The later is already done in photoshop (just not as well) and is generally not placed into the AI bin.
In other words, this argument isn't going to hold up, as the line is very blurry. Legislators and courts are going to have to come up with something more solid.
Ah, I remember this image. It received some kind of award or something and created a stir when it was revealed to be AI gen. I can see why that would be incentive to want copyright.
I play with AI image generation all the time. No way do I see that as my work, there’s no skill other than positive and negative prompts, maybe feeding it a a starter image set or something.
Where it might be more concerning is if you use AI gen to create an 2D example of something, then an artist creates a 3D physical representation of the thing. Who owns it? AI famously is not good at creating “whole” things, but one can certainly interpret that image to make a whole of it.
The problem is "intellectual property" and capitalism more generally.

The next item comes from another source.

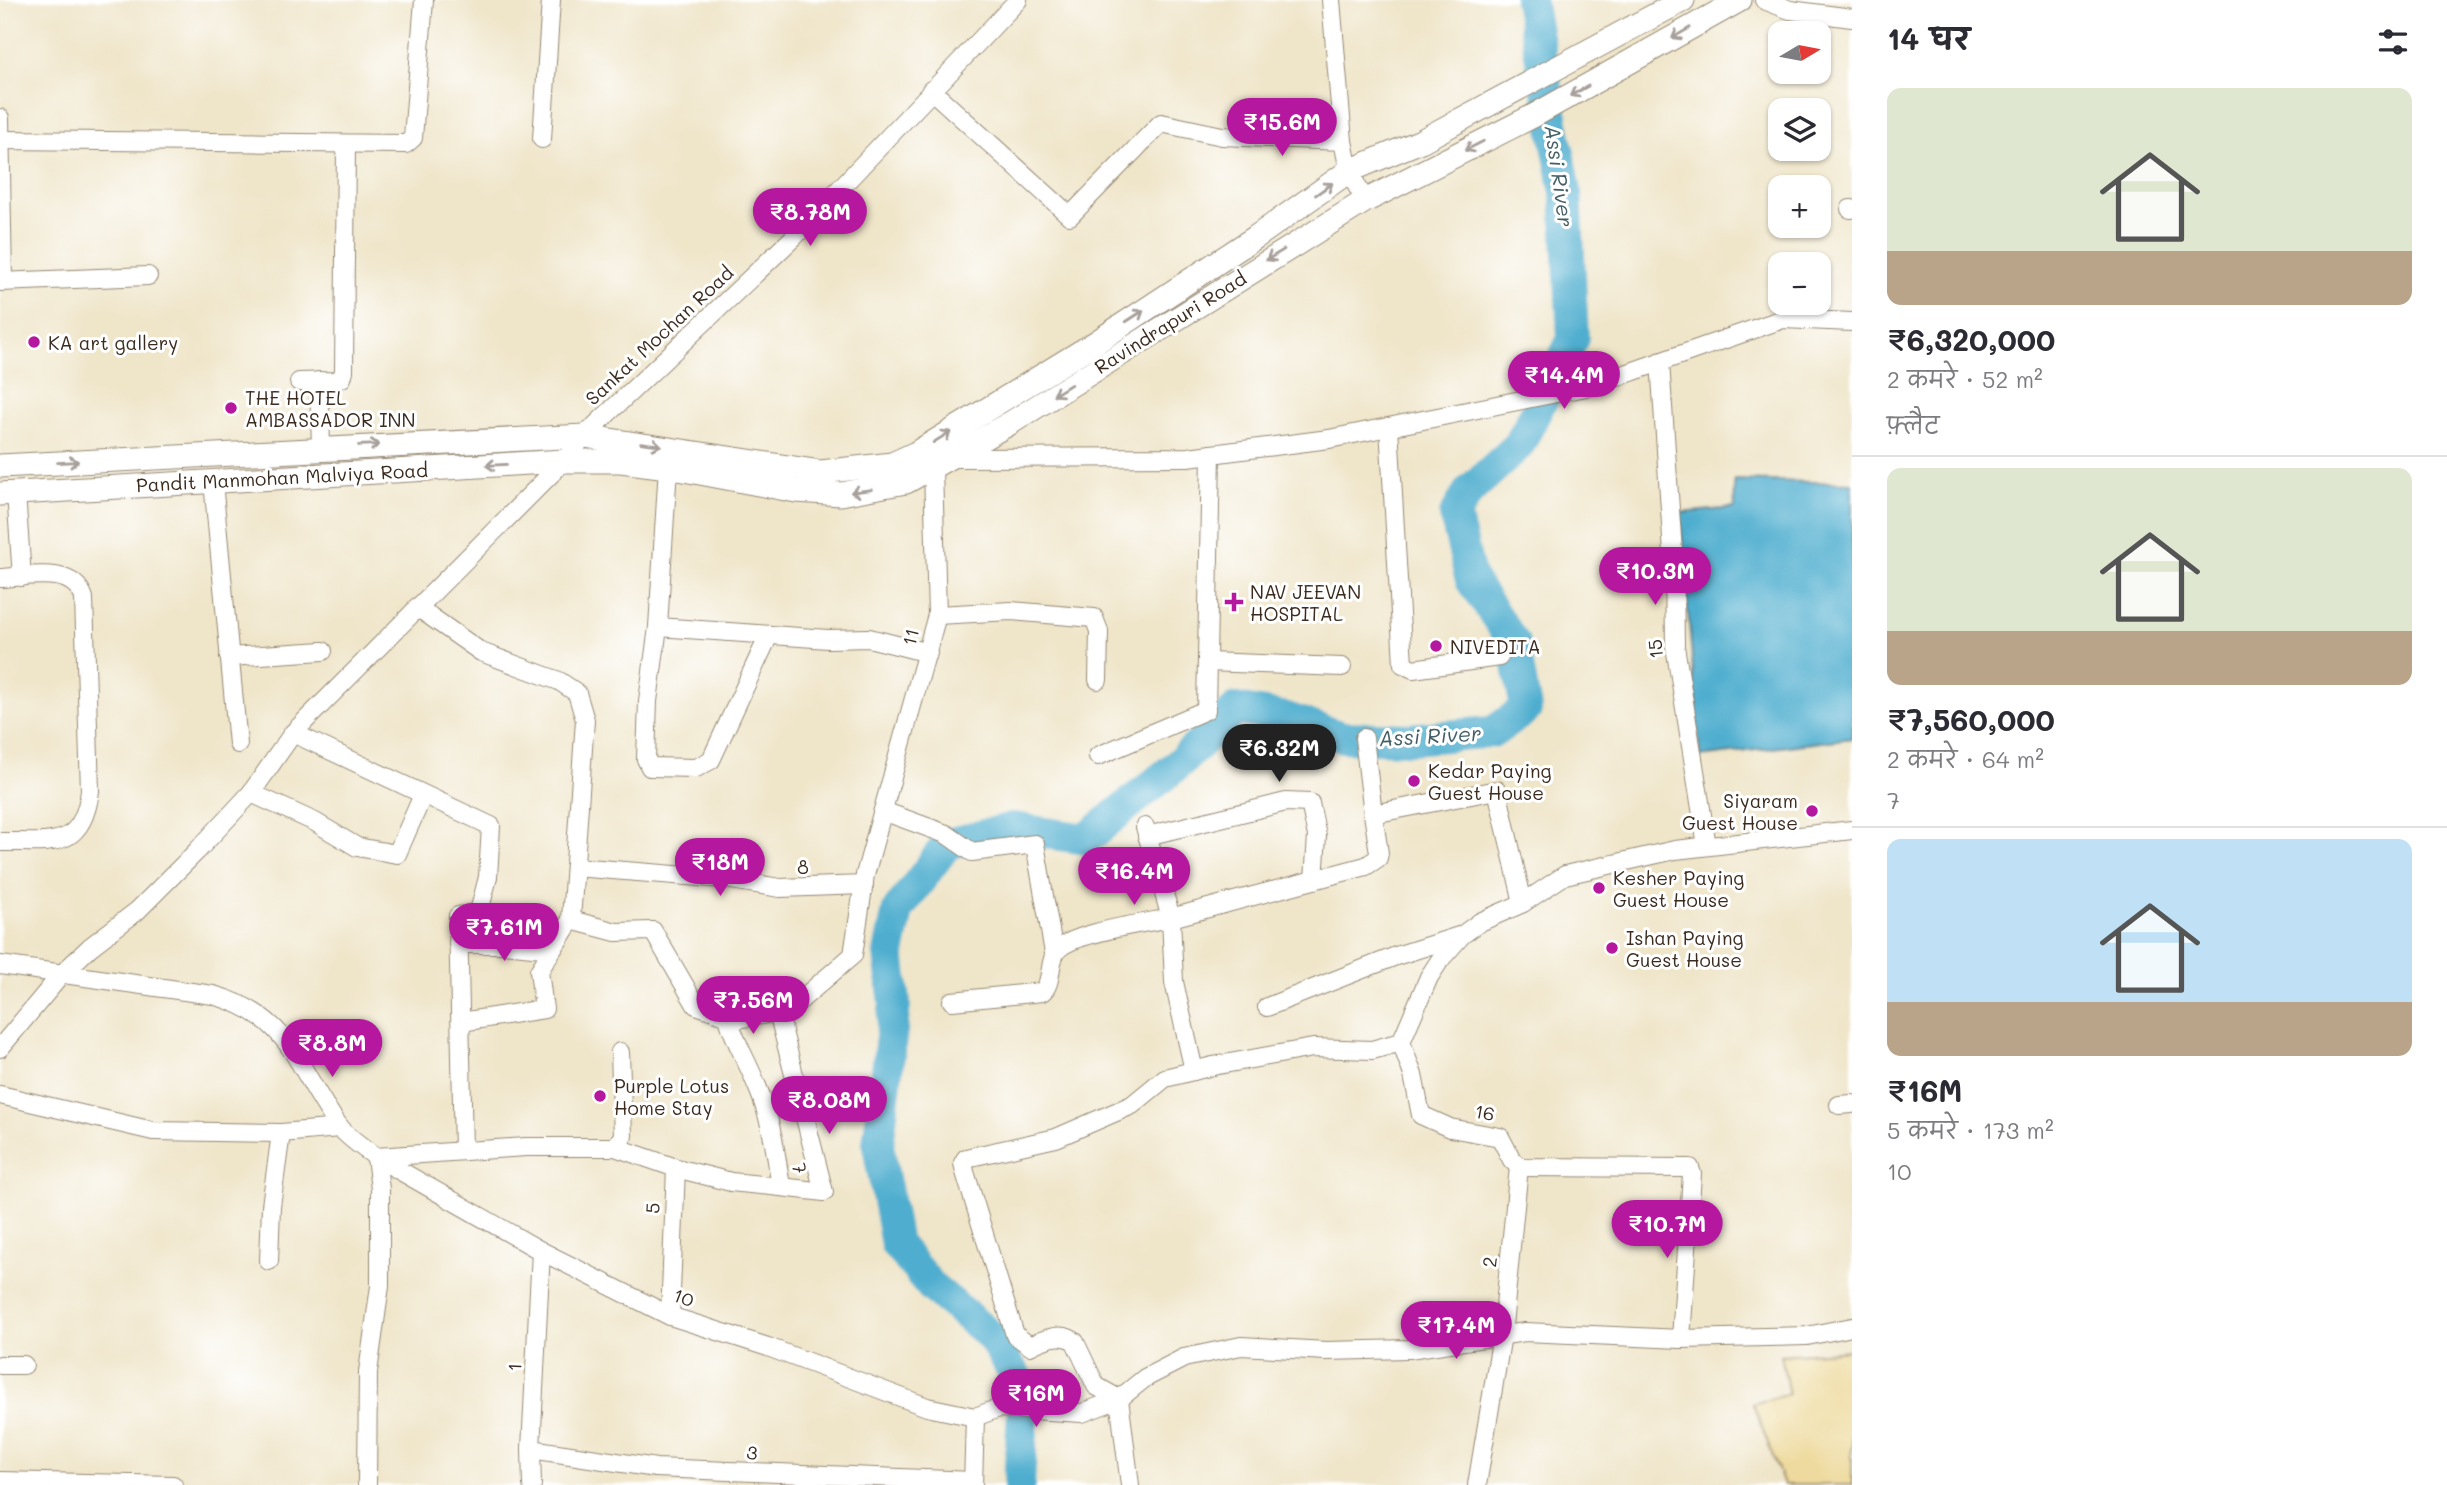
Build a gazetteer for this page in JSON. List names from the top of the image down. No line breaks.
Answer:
{"streets":{"main road":["Ravindrapuri Road","Pandit Manmohan Malviya Road"],"street":["Sankat Mochan Road","11","15","8","16","7","5","2","10","1","3"]},"crossings":[["Ravindrapuri Road","Sankat Mochan Road"],["Ravindrapuri Road","Pandit Manmohan Malviya Road"],["Ravindrapuri Road","11"],["Sankat Mochan Road","Pandit Manmohan Malviya Road"],["Sankat Mochan Road","10"],["11","8"],["16","2"],["7","5"],["5","10"],["10","1"],["1","3"]],"one_way":["Pandit Manmohan Malviya Road"],"water":["Assi River"],"places":{"other":["KA art gallery","THE HOTEL AMBASSADOR INN","NIVEDITA","Kedar Paying Guest House","Siyaram Guest House","Kesher Paying Guest House","Ishan Paying Guest House","Purple Lotus Home Stay"],"health":["NAV JEEVAN HOSPITAL"]},"north":"right","page":{"heading":"14 घर","map_buttons":["+","−"],"list":[{"name":"₹6,320,000","note":"2 कमरे · 52 m² · फ़्लैट"},{"name":"₹7,560,000","note":"2 कमरे · 64 m² · 7"},{"name":"₹16M","note":"5 कमरे · 173 m² · 10"}],"price":["₹15.6M","₹8.78M","₹14.4M","₹10.3M","₹6.32M","₹18M","₹16.4M","₹7.61M","₹7.56M","₹8.8M","₹8.08M","₹10.7M","₹17.4M","₹16M"]}}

As technology makes art harder to define and control, the absurdity of violently controlling art will hopefully collapse along with capitalism in general.
Edit2: I wrote this in response to the first comment I read but after reading rest of thread I wanted this more visible. I'm not karma whoring and didn't mean to spam the comments posting this twice but the comments here are all engaging as fuck but feel like they're all circling around what im specifically pondering.
So why can't he copy right the prompt which created it? Obviously not being 100% cereal about this specific scenario but in the early days of GPT4 I fed it fucking dissertation length prompt threads writing ridiculously niche and in depth scripted functions. I don't know how to code but used a tool to create something extremely useful for my job. Some of the project took weeks to fully put together.
So what Im really asking is, why would it matter if I used cnc lathes to make something id want copywrited/patented or if I use a LLM to make it? Should it be any less protected because it's taking the "muscle" or "legwork" out of it? Should engineers only design prototypes destine for copywrite/TM/R/patent office if the prototype can be made on manual machines? Again, I kinda understand I went over the top with this but I am fascinated with how the fuck people are guna come up with regulatory frameworks to define the modern age of intellectual property and all the TM/C/R/P drama to follow.
Edit: To expand, the shit I have made using GPT having limited but interested experience with IT work also didnt stike me as anything marketable until I got feedback from vendors and customers I gave it to but from reps that didn't know I made it. It's not the point of me asking I just thought itd help anyone who is guna respond to see that my questions are coming from more of a manufacturing a tool type of understanding rather than the AI toookurjerbs from the suffering artist or musician type of understanding.
The philosophical depth of so many comment threads on this post kind of highlights the issue with AI and intellectual property rights.
By definition, AI leverages existing work, crucially in a way that usually does not credit or benefit the original creator.
If I took two images from random creators, cut one out, and pasted it onto the other: have I created a new work? Is it a copyrightable work? (I genuinely don't know the answer to that).